See Brad Paisley, John Fogerty Call Out Mistreatment of War Veterans

When Brad Paisley posted the video for “Love and War,” the title track from his new album, on Facebook, he prefaced it with one declaratory sentence: “One of the most important things I’ve ever said and I’m so honored to say it with John Fogerty.”
The song tackles the mistreatment of military vets and does not hold back in its searing criticism of the Veterans Administration and the general lack of care given those who have sacrificed so much to serve our country. “They call ’em decorated heroes / And pin some medals on their chest / Give ’em a tiny little pension / Could we do much less” the pair sing together, hammering home the message with “They send you off to die for us / Forget about you when you’re done.”
Paisley and Fogerty shot the video in San Diego on the USS Midway, as well as under the famous 25-foot tall statue, Unconditional Surrender, which features a World War II sailor kissing a nurse. Interspersed with their performance are shots of real-life vets, both in battle and now, decades later, still struggling. Look closely right before the current-day Fogerty appears, at the :49 mark, to see a snapshot of a bespectacled Pvt.
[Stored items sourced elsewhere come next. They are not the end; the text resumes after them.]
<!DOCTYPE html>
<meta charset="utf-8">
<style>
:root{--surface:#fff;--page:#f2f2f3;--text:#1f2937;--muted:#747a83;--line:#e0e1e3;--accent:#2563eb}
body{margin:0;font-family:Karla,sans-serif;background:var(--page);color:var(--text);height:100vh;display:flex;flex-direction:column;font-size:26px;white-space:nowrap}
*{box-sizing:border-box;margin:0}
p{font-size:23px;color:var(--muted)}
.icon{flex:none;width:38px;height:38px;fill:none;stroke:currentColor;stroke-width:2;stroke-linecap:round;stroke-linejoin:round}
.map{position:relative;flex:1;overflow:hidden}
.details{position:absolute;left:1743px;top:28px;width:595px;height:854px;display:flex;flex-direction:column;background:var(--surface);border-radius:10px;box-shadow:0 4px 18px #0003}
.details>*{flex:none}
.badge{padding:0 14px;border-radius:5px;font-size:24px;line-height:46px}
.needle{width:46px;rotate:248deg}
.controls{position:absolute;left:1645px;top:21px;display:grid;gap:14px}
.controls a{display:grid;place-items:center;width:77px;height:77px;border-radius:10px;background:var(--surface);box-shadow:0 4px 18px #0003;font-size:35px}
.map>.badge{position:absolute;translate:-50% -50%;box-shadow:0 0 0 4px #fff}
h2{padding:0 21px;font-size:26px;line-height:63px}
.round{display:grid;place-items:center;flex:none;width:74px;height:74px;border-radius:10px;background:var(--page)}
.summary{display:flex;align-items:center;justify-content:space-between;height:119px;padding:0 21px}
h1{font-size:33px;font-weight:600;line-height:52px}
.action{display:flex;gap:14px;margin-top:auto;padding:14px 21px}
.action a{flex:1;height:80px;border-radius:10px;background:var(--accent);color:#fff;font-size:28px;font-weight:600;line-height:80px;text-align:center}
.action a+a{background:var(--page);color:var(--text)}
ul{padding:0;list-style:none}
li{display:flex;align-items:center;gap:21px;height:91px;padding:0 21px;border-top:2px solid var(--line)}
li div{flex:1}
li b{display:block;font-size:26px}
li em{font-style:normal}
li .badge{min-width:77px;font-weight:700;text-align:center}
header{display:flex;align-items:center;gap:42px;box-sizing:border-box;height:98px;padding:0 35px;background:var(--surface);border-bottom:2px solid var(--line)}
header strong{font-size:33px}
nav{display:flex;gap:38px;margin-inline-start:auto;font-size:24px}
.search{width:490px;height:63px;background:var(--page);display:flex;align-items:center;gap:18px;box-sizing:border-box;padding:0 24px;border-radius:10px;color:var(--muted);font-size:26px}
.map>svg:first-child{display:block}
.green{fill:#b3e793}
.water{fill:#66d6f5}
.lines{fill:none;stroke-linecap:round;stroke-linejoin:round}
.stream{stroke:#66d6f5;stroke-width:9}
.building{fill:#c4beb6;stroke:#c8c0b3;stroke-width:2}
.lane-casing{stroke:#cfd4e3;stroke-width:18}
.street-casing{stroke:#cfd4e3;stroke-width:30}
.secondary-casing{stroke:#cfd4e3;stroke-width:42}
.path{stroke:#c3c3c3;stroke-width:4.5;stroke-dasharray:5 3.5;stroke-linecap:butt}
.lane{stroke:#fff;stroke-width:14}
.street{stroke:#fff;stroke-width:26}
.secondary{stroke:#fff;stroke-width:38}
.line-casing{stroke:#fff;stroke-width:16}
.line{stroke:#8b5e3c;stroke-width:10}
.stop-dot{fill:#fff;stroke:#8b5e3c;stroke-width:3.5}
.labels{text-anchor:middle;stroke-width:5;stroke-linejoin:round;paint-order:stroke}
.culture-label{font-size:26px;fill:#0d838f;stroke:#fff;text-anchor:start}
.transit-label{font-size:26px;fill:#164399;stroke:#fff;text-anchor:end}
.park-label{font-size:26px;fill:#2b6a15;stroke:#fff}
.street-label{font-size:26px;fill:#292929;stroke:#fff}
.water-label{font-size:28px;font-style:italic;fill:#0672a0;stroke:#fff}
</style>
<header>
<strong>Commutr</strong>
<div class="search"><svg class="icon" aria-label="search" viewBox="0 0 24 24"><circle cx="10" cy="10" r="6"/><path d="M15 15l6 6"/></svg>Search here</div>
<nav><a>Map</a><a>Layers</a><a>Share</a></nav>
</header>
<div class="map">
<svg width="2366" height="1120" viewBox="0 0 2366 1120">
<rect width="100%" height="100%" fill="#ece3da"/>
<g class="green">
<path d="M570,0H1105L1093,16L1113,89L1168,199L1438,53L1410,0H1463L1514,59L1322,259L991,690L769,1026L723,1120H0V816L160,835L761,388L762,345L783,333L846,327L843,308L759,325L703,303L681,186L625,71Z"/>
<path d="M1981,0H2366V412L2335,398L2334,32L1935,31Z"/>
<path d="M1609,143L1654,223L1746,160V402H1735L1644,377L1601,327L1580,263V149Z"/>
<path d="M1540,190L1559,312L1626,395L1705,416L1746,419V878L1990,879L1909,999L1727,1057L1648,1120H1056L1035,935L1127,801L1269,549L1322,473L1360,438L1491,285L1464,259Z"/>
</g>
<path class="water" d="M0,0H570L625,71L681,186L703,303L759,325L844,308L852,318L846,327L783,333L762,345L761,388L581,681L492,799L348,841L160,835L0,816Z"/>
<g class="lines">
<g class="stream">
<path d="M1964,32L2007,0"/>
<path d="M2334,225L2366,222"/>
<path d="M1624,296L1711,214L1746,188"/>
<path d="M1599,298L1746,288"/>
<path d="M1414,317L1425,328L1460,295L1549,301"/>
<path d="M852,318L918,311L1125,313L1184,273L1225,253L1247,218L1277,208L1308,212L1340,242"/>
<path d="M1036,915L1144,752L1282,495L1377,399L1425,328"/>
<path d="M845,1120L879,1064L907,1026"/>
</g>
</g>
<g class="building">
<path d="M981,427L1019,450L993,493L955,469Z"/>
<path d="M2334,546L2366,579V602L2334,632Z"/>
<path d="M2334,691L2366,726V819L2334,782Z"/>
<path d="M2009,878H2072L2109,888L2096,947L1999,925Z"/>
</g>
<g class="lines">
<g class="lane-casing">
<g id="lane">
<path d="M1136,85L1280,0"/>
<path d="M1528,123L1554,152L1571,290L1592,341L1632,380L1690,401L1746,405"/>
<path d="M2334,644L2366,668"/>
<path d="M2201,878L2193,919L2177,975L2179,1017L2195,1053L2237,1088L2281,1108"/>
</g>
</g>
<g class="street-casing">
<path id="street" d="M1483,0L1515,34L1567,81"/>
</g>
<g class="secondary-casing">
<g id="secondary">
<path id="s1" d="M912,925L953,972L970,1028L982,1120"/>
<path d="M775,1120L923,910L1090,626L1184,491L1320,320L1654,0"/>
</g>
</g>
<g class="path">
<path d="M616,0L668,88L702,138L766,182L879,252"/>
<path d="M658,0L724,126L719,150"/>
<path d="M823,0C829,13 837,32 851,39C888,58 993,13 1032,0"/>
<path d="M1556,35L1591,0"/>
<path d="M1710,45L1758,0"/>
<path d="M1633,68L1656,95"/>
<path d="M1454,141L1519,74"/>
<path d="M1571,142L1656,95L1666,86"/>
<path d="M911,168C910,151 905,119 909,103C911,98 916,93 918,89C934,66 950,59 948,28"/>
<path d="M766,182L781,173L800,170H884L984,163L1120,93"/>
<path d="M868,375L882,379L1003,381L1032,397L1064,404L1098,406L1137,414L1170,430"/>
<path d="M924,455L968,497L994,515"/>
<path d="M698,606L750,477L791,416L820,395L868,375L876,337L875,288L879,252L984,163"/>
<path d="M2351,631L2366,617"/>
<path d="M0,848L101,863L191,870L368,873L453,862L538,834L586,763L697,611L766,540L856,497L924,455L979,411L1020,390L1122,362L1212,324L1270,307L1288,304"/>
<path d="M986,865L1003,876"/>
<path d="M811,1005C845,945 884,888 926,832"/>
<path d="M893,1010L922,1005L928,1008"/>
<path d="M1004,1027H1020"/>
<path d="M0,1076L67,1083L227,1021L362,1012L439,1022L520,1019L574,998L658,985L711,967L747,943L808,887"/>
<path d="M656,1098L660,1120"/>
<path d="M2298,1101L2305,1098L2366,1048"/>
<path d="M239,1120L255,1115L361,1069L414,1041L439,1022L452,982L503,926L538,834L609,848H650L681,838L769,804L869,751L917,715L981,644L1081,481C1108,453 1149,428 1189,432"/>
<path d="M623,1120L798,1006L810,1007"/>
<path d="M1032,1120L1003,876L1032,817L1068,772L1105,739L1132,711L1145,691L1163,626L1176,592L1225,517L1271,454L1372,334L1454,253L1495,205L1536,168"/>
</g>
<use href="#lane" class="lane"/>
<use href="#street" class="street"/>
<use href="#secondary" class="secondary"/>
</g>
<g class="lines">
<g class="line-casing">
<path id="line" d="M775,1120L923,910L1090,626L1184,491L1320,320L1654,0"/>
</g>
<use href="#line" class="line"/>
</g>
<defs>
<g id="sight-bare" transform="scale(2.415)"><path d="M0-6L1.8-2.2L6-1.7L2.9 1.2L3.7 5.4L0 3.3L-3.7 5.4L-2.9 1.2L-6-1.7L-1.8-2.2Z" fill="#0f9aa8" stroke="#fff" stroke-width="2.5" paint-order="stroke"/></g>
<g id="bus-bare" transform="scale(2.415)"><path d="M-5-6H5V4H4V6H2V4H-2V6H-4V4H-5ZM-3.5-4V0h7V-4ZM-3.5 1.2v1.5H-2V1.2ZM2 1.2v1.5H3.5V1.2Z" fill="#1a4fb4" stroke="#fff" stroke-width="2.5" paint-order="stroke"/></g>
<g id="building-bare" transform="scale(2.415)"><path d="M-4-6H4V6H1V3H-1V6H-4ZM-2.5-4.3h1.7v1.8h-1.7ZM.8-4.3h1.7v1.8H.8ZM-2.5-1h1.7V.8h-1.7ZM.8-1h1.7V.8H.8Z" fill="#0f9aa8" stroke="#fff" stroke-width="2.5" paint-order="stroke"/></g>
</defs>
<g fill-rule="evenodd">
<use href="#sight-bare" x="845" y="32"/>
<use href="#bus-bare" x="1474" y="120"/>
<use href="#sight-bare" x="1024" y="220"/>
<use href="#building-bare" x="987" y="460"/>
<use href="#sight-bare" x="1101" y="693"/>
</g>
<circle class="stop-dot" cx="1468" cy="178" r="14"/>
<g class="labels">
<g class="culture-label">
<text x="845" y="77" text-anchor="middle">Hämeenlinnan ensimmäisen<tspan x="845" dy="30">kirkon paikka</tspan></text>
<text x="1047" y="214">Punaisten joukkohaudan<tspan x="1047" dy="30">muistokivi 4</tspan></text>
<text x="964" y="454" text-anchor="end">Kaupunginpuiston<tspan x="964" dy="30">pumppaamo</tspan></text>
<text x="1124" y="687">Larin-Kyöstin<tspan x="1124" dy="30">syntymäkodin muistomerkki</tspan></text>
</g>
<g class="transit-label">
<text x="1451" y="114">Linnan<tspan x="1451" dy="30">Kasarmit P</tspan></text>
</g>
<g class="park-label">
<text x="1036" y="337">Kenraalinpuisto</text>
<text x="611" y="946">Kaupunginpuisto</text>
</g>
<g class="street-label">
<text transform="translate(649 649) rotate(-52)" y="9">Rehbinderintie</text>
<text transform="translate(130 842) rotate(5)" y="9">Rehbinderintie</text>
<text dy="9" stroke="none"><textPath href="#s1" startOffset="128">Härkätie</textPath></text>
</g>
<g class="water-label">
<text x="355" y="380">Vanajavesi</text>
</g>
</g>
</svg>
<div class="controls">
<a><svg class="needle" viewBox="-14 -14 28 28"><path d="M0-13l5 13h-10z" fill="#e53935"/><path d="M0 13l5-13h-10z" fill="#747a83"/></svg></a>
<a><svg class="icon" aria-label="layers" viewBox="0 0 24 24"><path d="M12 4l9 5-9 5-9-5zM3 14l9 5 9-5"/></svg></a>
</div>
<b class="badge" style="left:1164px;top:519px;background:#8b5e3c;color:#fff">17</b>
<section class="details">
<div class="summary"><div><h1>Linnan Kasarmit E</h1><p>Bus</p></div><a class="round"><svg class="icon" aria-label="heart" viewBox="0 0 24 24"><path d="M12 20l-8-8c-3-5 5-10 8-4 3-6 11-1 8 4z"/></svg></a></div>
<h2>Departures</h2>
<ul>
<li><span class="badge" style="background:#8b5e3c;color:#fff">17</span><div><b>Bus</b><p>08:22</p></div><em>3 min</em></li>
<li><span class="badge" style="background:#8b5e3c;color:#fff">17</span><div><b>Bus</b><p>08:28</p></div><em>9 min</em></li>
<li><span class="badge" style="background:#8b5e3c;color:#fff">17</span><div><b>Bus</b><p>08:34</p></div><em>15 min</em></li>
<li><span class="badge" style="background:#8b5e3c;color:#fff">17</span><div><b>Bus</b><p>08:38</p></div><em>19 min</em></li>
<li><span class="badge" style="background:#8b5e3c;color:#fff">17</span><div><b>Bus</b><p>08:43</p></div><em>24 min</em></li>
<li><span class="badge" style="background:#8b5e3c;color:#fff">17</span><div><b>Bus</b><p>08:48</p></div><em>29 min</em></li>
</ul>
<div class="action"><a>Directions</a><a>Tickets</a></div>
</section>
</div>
John Fogerty from the Creedence Clearwater Revival founder’s military days in the Army Reserve. (Fogerty’s 15-year-old daughter Kelsey also makes an appearance near the end of the video, holding her father’s photo and offering him a hug.)
Through such classic rockers as “Fortunate Son” and “Run Through the Jungle,” Fogerty has addressed the scourge of war before. “I was sort of crossing my fingers that he would want to go there again,” Paisley tells Rolling Stone Country. “It had been a while since he had sung about something like this and it’s a statement I wanted to make. When I told him [the idea], he said, ‘This is so what I want to say.'”
Similarly to all the collaborations on Love and War, which also include Mick Jagger, Timbaland and Bill Anderson, Paisley and Fogerty spent three days together in Nashville crafting songs. As they sat down to write, the Rock and Roll Hall of Famer told Paisley this was his first co-write. “I realize at that point, I’m in over my head,” Paisley remembers. “This is a man who wrote everything himself his entire career. Sometimes the [other members of Creedence Clearwater Revival] got credit, but he never specifically sat in a room and did that before. I was like, ‘Well, crap. That means I can’t blow this. I’m not just another appointment for him.’”
Paisley admits the song is a “scathing indictment,” but makes no apologies for speaking truth to power. “Who could possibly disagree with this? I don’t feel like I’m out on some limb,” he says. “Everybody from John McCain to Jon Stewart, we all feel this. Somebody has dropped the ball. You don’t always know you’re right. I know we’re right on this.”
Fogerty feels as passionately about the song as Paisley: he plans to add it to his set list when he returns to Wynn Las Vegas’s Encore Theater for a five-show stint starting May 19th. The run is part of his ongoing residency at the theater.